I use a system called OKRs, Objectives and Key Results. There are many tools that people may use. KPIs are another version of things like this, Key Performance Indicators. The key thing about OKRs that I like is that you set for the year what your measurable key objectives are: what you need the organization to accomplish. Then each leader turns that into their objectives and what the key results are that achieve those objectives.

That has generally meant that somewhere around half of the objectives are represented in the next level’s OKRs, but that they’re also setting goals for themselves and for their teams that might be a modification of what’s required for them to get to their particular goals. The critical thing is once I’ve asked a leader to tell me their outcomes and key results they’re aiming to produce, and we’ve agreed on them, then every week, our conversation is about, “How’s that going? What’s going well? What’s not going well? How can I help you to achieve them?”

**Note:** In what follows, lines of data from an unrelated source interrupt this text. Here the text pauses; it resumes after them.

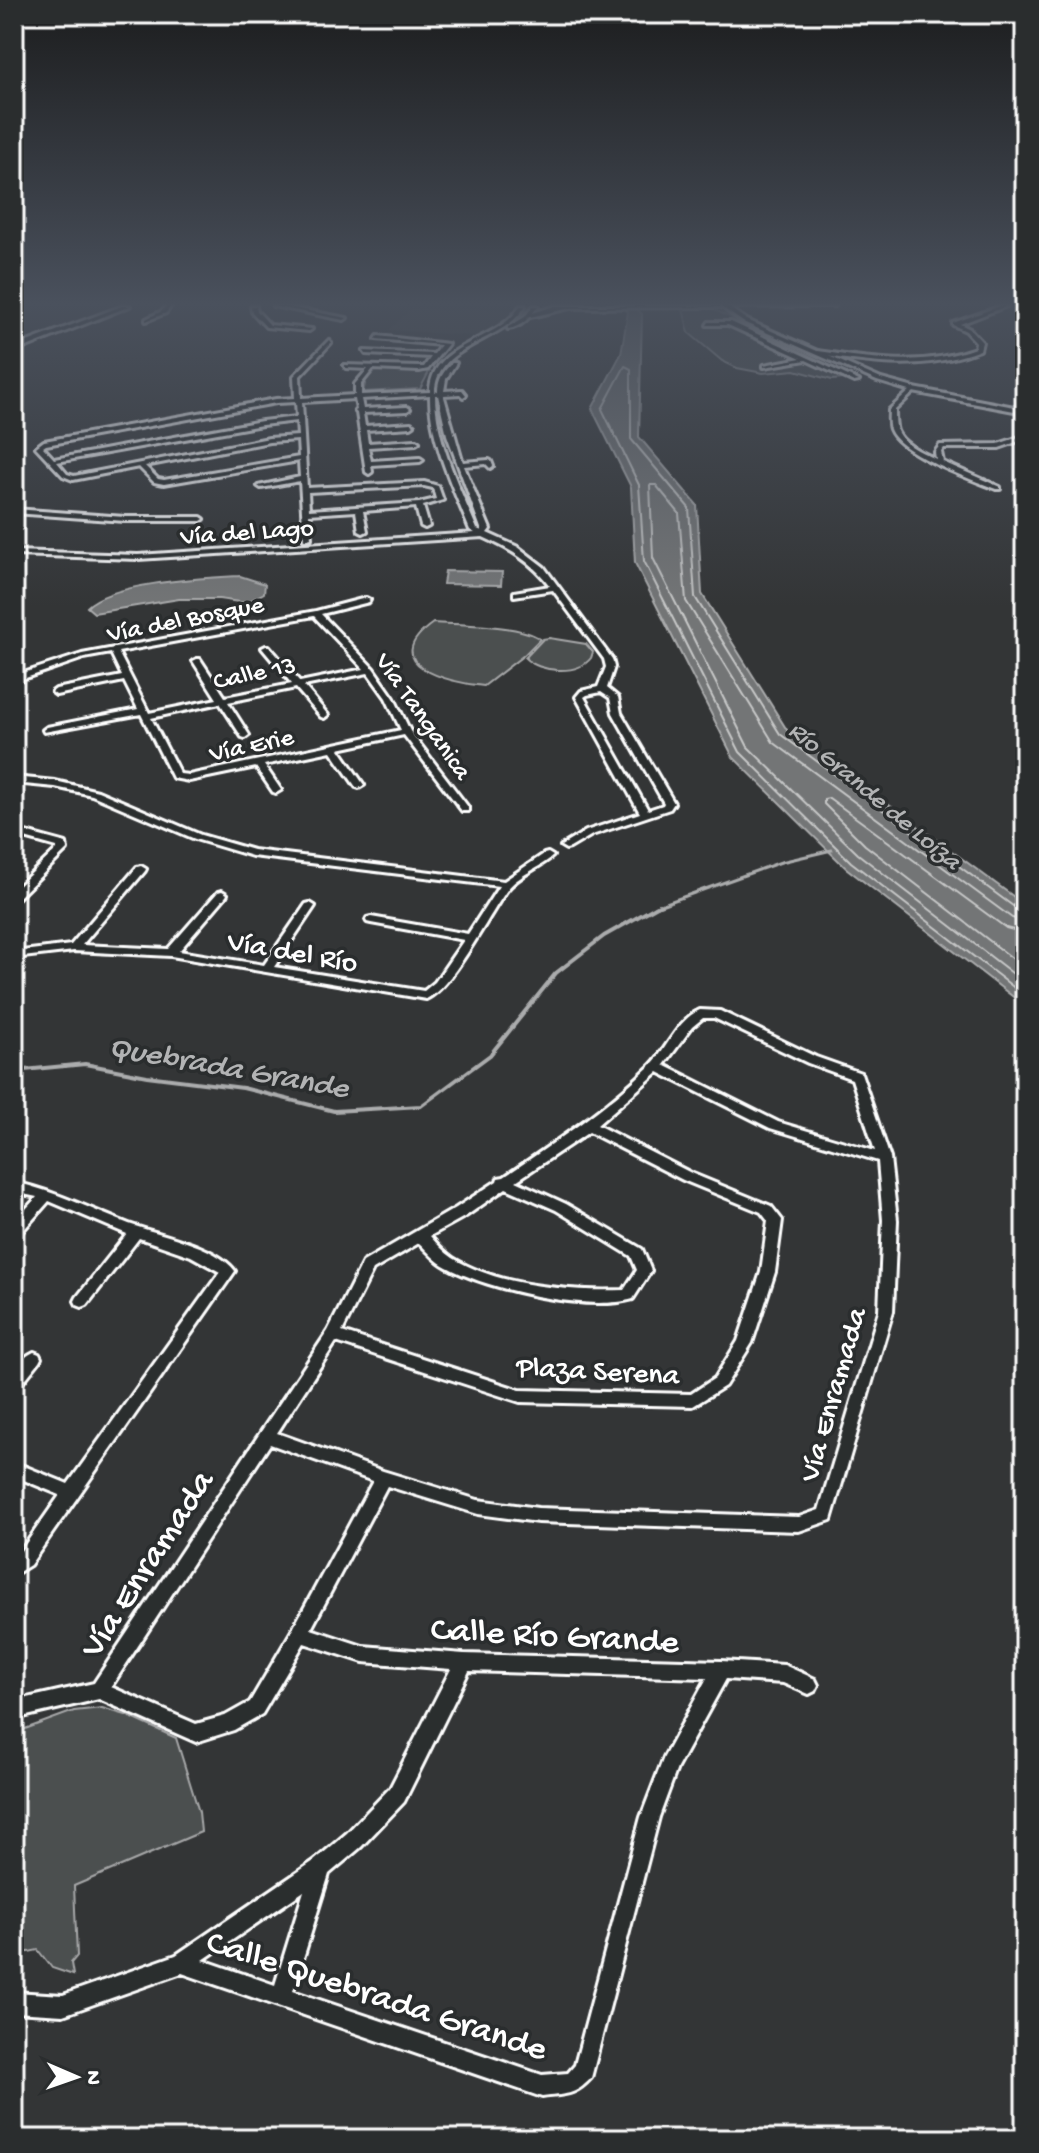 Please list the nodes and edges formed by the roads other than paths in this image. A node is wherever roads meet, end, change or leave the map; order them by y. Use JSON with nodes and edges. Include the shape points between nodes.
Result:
{"nodes":[{"id":1,"x":245,"y":406,"type":"edge"},
{"id":2,"x":298,"y":406,"type":"edge"},
{"id":3,"x":358,"y":406,"type":"edge"},
{"id":4,"x":435,"y":406,"type":"edge"},
{"id":5,"x":445,"y":406,"type":"edge"},
{"id":6,"x":896,"y":406,"type":"edge"},
{"id":7,"x":1001,"y":406,"type":"edge"},
{"id":8,"x":407,"y":409,"type":"dead end"},
{"id":9,"x":358,"y":411,"type":"junction"},
{"id":10,"x":1025,"y":411,"type":"edge"},
{"id":11,"x":299,"y":419,"type":"junction"},
{"id":12,"x":411,"y":425,"type":"dead end"},
{"id":13,"x":362,"y":428,"type":"junction"},
{"id":14,"x":1025,"y":437,"type":"edge"},
{"id":15,"x":301,"y":438,"type":"junction"},
{"id":16,"x":416,"y":442,"type":"dead end"},
{"id":17,"x":365,"y":445,"type":"junction"},
{"id":18,"x":303,"y":458,"type":"junction"},
{"id":19,"x":420,"y":460,"type":"dead end"},
{"id":20,"x":53,"y":461,"type":"junction"},
{"id":21,"x":940,"y":462,"type":"junction"},
{"id":22,"x":368,"y":463,"type":"junction"},
{"id":23,"x":462,"y":464,"type":"junction"},
{"id":24,"x":141,"y":465,"type":"junction"},
{"id":25,"x":490,"y":466,"type":"dead end"},
{"id":26,"x":369,"y":472,"type":"dead end"},
{"id":27,"x":304,"y":478,"type":"junction"},
{"id":28,"x":261,"y":486,"type":"dead end"},
{"id":29,"x":998,"y":488,"type":"dead end"},
{"id":30,"x":306,"y":490,"type":"junction"},
{"id":31,"x":419,"y":505,"type":"junction"},
{"id":32,"x":359,"y":509,"type":"junction"},
{"id":33,"x":14,"y":511,"type":"edge"},
{"id":34,"x":305,"y":512,"type":"junction"},
{"id":35,"x":201,"y":519,"type":"dead end"},
{"id":36,"x":425,"y":526,"type":"dead end"},
{"id":37,"x":363,"y":531,"type":"dead end"},
{"id":38,"x":483,"y":535,"type":"junction"},
{"id":39,"x":307,"y":538,"type":"dead end"},
{"id":40,"x":14,"y":553,"type":"edge"},
{"id":41,"x":555,"y":587,"type":"junction"},
{"id":42,"x":517,"y":594,"type":"dead end"},
{"id":43,"x":366,"y":600,"type":"dead end"},
{"id":44,"x":316,"y":613,"type":"junction"},
{"id":45,"x":266,"y":648,"type":"dead end"},
{"id":46,"x":113,"y":650,"type":"junction"},
{"id":47,"x":197,"y":661,"type":"dead end"},
{"id":48,"x":370,"y":670,"type":"junction"},
{"id":49,"x":126,"y":678,"type":"junction"},
{"id":50,"x":14,"y":679,"type":"edge"},
{"id":51,"x":298,"y":684,"type":"junction"},
{"id":52,"x":602,"y":689,"type":"junction"},
{"id":53,"x":56,"y":692,"type":"dead end"},
{"id":54,"x":224,"y":700,"type":"junction"},
{"id":55,"x":145,"y":714,"type":"junction"},
{"id":56,"x":324,"y":715,"type":"dead end"},
{"id":57,"x":47,"y":730,"type":"dead end"},
{"id":58,"x":406,"y":732,"type":"junction"},
{"id":59,"x":245,"y":735,"type":"dead end"},
{"id":60,"x":333,"y":747,"type":"junction"},
{"id":61,"x":259,"y":764,"type":"junction"},
{"id":62,"x":14,"y":780,"type":"edge"},
{"id":63,"x":359,"y":785,"type":"dead end"},
{"id":64,"x":276,"y":790,"type":"dead end"},
{"id":65,"x":465,"y":809,"type":"dead end"},
{"id":66,"x":645,"y":813,"type":"junction"},
{"id":67,"x":14,"y":832,"type":"edge"},
{"id":68,"x":566,"y":846,"type":"dead end"},
{"id":69,"x":548,"y":856,"type":"dead end"},
{"id":70,"x":141,"y":869,"type":"dead end"},
{"id":71,"x":506,"y":884,"type":"junction"},
{"id":72,"x":222,"y":894,"type":"dead end"},
{"id":73,"x":14,"y":896,"type":"edge"},
{"id":74,"x":310,"y":906,"type":"dead end"},
{"id":75,"x":371,"y":920,"type":"dead end"},
{"id":76,"x":472,"y":938,"type":"junction"},
{"id":77,"x":74,"y":948,"type":"junction"},
{"id":78,"x":171,"y":953,"type":"junction"},
{"id":79,"x":14,"y":955,"type":"edge"},
{"id":80,"x":267,"y":969,"type":"junction"},
{"id":81,"x":657,"y":1066,"type":"junction"},
{"id":82,"x":588,"y":1126,"type":"junction"},
{"id":83,"x":884,"y":1158,"type":"junction"},
{"id":84,"x":503,"y":1181,"type":"junction"},
{"id":85,"x":14,"y":1187,"type":"edge"},
{"id":86,"x":47,"y":1195,"type":"junction"},
{"id":87,"x":14,"y":1231,"type":"edge"},
{"id":88,"x":136,"y":1232,"type":"junction"},
{"id":89,"x":420,"y":1235,"type":"junction"},
{"id":90,"x":82,"y":1301,"type":"dead end"},
{"id":91,"x":333,"y":1335,"type":"junction"},
{"id":92,"x":34,"y":1358,"type":"dead end"},
{"id":93,"x":14,"y":1383,"type":"edge"},
{"id":94,"x":265,"y":1436,"type":"junction"},
{"id":95,"x":14,"y":1469,"type":"edge"},
{"id":96,"x":383,"y":1478,"type":"junction"},
{"id":97,"x":72,"y":1493,"type":"junction"},
{"id":98,"x":14,"y":1567,"type":"edge"},
{"id":99,"x":300,"y":1633,"type":"junction"},
{"id":100,"x":464,"y":1662,"type":"junction"},
{"id":101,"x":721,"y":1670,"type":"junction"},
{"id":102,"x":809,"y":1685,"type":"dead end"},
{"id":103,"x":99,"y":1690,"type":"junction"},
{"id":104,"x":14,"y":1710,"type":"edge"},
{"id":105,"x":321,"y":1868,"type":"junction"},
{"id":106,"x":182,"y":1963,"type":"junction"},
{"id":107,"x":281,"y":1997,"type":"junction"},
{"id":108,"x":14,"y":2002,"type":"edge"}],
"edges":[{"from":1,"to":20,"type":"street","via":[[39,447]]},
{"from":2,"to":11,"type":"street"},
{"from":3,"to":9,"type":"street"},
{"from":4,"to":38,"type":"street","via":[[457,489],[474,530]]},
{"from":5,"to":23,"type":"street"},
{"from":6,"to":21,"type":"street","via":[[893,429],[913,450]]},
{"from":7,"to":10,"type":"street"},
{"from":8,"to":9,"type":"street"},
{"from":9,"to":13,"type":"street"},
{"from":11,"to":15,"type":"street"},
{"from":11,"to":20,"type":"street"},
{"from":12,"to":13,"type":"street"},
{"from":13,"to":17,"type":"street"},
{"from":14,"to":21,"type":"street","via":[[999,446],[942,446]]},
{"from":15,"to":18,"type":"street"},
{"from":15,"to":24,"type":"street"},
{"from":16,"to":17,"type":"street"},
{"from":17,"to":22,"type":"street"},
{"from":18,"to":24,"type":"street","via":[[164,482]]},
{"from":18,"to":27,"type":"street"},
{"from":19,"to":22,"type":"street"},
{"from":20,"to":24,"type":"street","via":[[73,478]]},
{"from":21,"to":29,"type":"street"},
{"from":22,"to":26,"type":"street"},
{"from":23,"to":25,"type":"street"},
{"from":23,"to":38,"type":"street","via":[[486,529]]},
{"from":27,"to":28,"type":"street"},
{"from":27,"to":30,"type":"street"},
{"from":30,"to":31,"type":"street","via":[[436,487],[440,500]]},
{"from":30,"to":34,"type":"street"},
{"from":31,"to":32,"type":"street"},
{"from":31,"to":36,"type":"street"},
{"from":32,"to":34,"type":"street"},
{"from":32,"to":37,"type":"street"},
{"from":33,"to":35,"type":"street"},
{"from":34,"to":39,"type":"street"},
{"from":38,"to":40,"type":"street","name":"Vía del Lago","via":[[138,557]]},
{"from":38,"to":41,"type":"street","via":[[515,549]]},
{"from":41,"to":42,"type":"street"},
{"from":41,"to":52,"type":"street","via":[[608,659]]},
{"from":43,"to":44,"type":"street","name":"Vía del Bosque"},
{"from":44,"to":46,"type":"street","name":"Vía del Bosque"},
{"from":44,"to":48,"type":"street","name":"Vía Tanganica"},
{"from":45,"to":51,"type":"street"},
{"from":46,"to":49,"type":"street"},
{"from":46,"to":50,"type":"street","name":"Vía del Bosque"},
{"from":47,"to":54,"type":"street"},
{"from":48,"to":51,"type":"street","name":"Calle 13"},
{"from":48,"to":58,"type":"street","name":"Vía Tanganica"},
{"from":49,"to":53,"type":"street"},
{"from":49,"to":55,"type":"street"},
{"from":51,"to":54,"type":"street","name":"Calle 13"},
{"from":51,"to":56,"type":"street"},
{"from":52,"to":66,"type":"street","via":[[580,697]]},
{"from":52,"to":66,"type":"street","via":[[614,697],[617,713],[669,803]]},
{"from":54,"to":55,"type":"street","name":"Calle 13"},
{"from":54,"to":59,"type":"street"},
{"from":55,"to":57,"type":"street","name":"Calle 13"},
{"from":55,"to":61,"type":"street","name":"Vía Erie","via":[[176,776]]},
{"from":58,"to":60,"type":"street","name":"Vía Erie"},
{"from":58,"to":65,"type":"street","name":"Vía Tanganica"},
{"from":60,"to":61,"type":"street","name":"Vía Erie"},
{"from":60,"to":63,"type":"street"},
{"from":61,"to":64,"type":"street"},
{"from":62,"to":71,"type":"street","via":[[95,793],[198,837],[252,853]]},
{"from":66,"to":68,"type":"street"},
{"from":67,"to":73,"type":"street","via":[[62,845]]},
{"from":69,"to":71,"type":"street","name":"Vía del Río"},
{"from":70,"to":77,"type":"street"},
{"from":71,"to":76,"type":"street","name":"Vía del Río"},
{"from":72,"to":78,"type":"street"},
{"from":74,"to":80,"type":"street"},
{"from":75,"to":76,"type":"street"},
{"from":76,"to":80,"type":"street","name":"Vía del Río","via":[[426,995]]},
{"from":77,"to":78,"type":"street","name":"Vía del Río"},
{"from":77,"to":79,"type":"street","name":"Vía del Río"},
{"from":78,"to":80,"type":"street","name":"Vía del Río"},
{"from":81,"to":82,"type":"street","name":"Vía Enramada"},
{"from":81,"to":83,"type":"street","via":[[774,1125]]},
{"from":81,"to":83,"type":"street","name":"Vía Enramada","via":[[688,1024],[700,1014],[716,1014],[857,1076]]},
{"from":82,"to":84,"type":"street","name":"Vía Enramada"},
{"from":82,"to":91,"type":"street","name":"Plaza Serena","via":[[766,1209],[775,1220],[768,1272],[745,1343],[720,1382],[693,1400],[520,1396]]},
{"from":83,"to":96,"type":"street","name":"Vía Enramada","via":[[890,1220],[886,1311],[825,1515],[799,1524],[538,1515],[478,1507]]},
{"from":84,"to":89,"type":"street","name":"Vía Enramada"},
{"from":84,"to":89,"type":"street","via":[[561,1207],[637,1253],[644,1271],[628,1295],[592,1298],[531,1290],[450,1263]]},
{"from":85,"to":86,"type":"street"},
{"from":86,"to":87,"type":"street"},
{"from":86,"to":88,"type":"street"},
{"from":88,"to":90,"type":"street"},
{"from":88,"to":97,"type":"street","via":[[211,1257],[228,1271]]},
{"from":89,"to":91,"type":"street","name":"Vía Enramada","via":[[368,1266]]},
{"from":91,"to":94,"type":"street","name":"Vía Enramada"},
{"from":92,"to":93,"type":"street"},
{"from":94,"to":96,"type":"street","name":"Vía Enramada"},
{"from":94,"to":103,"type":"street","name":"Vía Enramada"},
{"from":95,"to":97,"type":"street"},
{"from":96,"to":99,"type":"street"},
{"from":97,"to":98,"type":"street"},
{"from":99,"to":100,"type":"street","name":"Calle Río Grande","via":[[363,1654]]},
{"from":99,"to":103,"type":"street","via":[[256,1708],[228,1724],[196,1733]]},
{"from":100,"to":101,"type":"street","name":"Calle Río Grande"},
{"from":100,"to":105,"type":"street","via":[[397,1795]]},
{"from":101,"to":102,"type":"street","name":"Calle Río Grande","via":[[784,1674]]},
{"from":101,"to":107,"type":"street","name":"Calle Quebrada Grande","via":[[670,1763],[650,1817],[584,2071],[573,2083],[542,2086]]},
{"from":103,"to":104,"type":"street","name":"Vía Enramada"},
{"from":105,"to":106,"type":"street"},
{"from":105,"to":107,"type":"street"},
{"from":106,"to":107,"type":"street","name":"Calle Quebrada Grande"},
{"from":106,"to":108,"type":"street","name":"Calle Quebrada Grande","via":[[63,2005]]}]}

It’s allowed me to get out of the dictating mode that a surgeon can tend to get into and instead approach with curiosity. And it requires some vulnerability on the part of my leaders working with me to be able to own what’s going well, what’s not going well. I have to create an expectation that if every target is in the green, that means they’ve not stretched themselves very far. I’ve set the discipline — which people in the OKR world will recognize — that that we should, at the end of the year, be able to achieve 70 percent of our goals that we’ve set. If we’re achieving 90 or a 100 percent, they weren’t ambitious enough. If we’re achieving 50 percent, they probably were too ambitious and not realistic.